One answer: your marketing plan.

Dial in Your Plan

The vast majority of practice owners do not have a written plan for marketing. This is like not having a playbook for the football team. Anyone who has ever coached some ball knows that will never do.

A written marketing plan makes us deliberate about things we would not otherwise be deliberating, rather than scratching it out with a finger in the sand. Things like:

  1. What is our exact set of marketing objectives (growth in specific revenue categories, new patients, revenue-per-patient, capture rate, recall success rate, patient active rate, no-show rate, etc.)? We need the object defined before we can form the strategy and resulting initiative. These are controllable outcomes, but we need to define what we’re going to accomplish.
  2. What things do we know that patients and consumers don’t know? And what exactly are we going to teach them so they know those things? It’s one thing to talk about patient education, but what’s the exact curriculum?
  3. Who are we going to target exactly as our desired new patient? The great thing about marketing is we can decide who that is, and plan our placement, message, and offering to nail it. You can’t do that by just getting on a panel, in which case you get who you get.
  4. What are the exact initiatives we will implement inside the walls of the practice to ensure we accomplish that curriculum? People talk about patient education, but it’s time to get much more deliberate about the what (we teach), by whom (to do the teaching), to whom (we teach it), and at what point (in the production cycle) it is taught. Every time. This marketing (teaching) needs to become as standard a practice as the actual patient care itself.
  5. What vehicles will we use outside the walls of the practice to teach these things to nonreferred consumers?
  6. What will we budget, and where will we place that budget? (By the way, spending money on marketing is overrated, but it’s necessary to some extent.) Who will get this done, and by what date will this be allocated?
  7. What unique selling points will we promote to make our offering incomparable?
  8. How will we measure and report outcomes back to the team and respond?
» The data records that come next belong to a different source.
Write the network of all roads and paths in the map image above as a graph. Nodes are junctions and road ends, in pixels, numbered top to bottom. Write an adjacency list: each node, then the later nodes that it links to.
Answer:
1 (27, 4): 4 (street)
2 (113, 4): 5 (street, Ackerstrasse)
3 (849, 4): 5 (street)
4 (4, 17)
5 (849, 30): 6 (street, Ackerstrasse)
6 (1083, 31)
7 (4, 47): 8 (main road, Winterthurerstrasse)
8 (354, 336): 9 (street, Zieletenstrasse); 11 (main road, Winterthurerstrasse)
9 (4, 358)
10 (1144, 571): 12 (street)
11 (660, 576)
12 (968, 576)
We could go on and on, but this is a great start.

Most practice teams can come up with some amazing creative ideas. What limits growth is not so much “Do we have the ideas?” as it is “Do we have a plan that ensures, every time, that targeted people (patients and consumers) know what we want them to know in order for our patients and our practice to achieve an exact set of object outcomes?”

There is no way we can be as deliberate about our marketing as we need to be without having a written plan.

Plan the work, work the plan. If you don’t have a written marketing plan, make it a priority and get it done. I can’t begin to tell you the difference it will make in your outcomes. And, yes, we control those outcomes!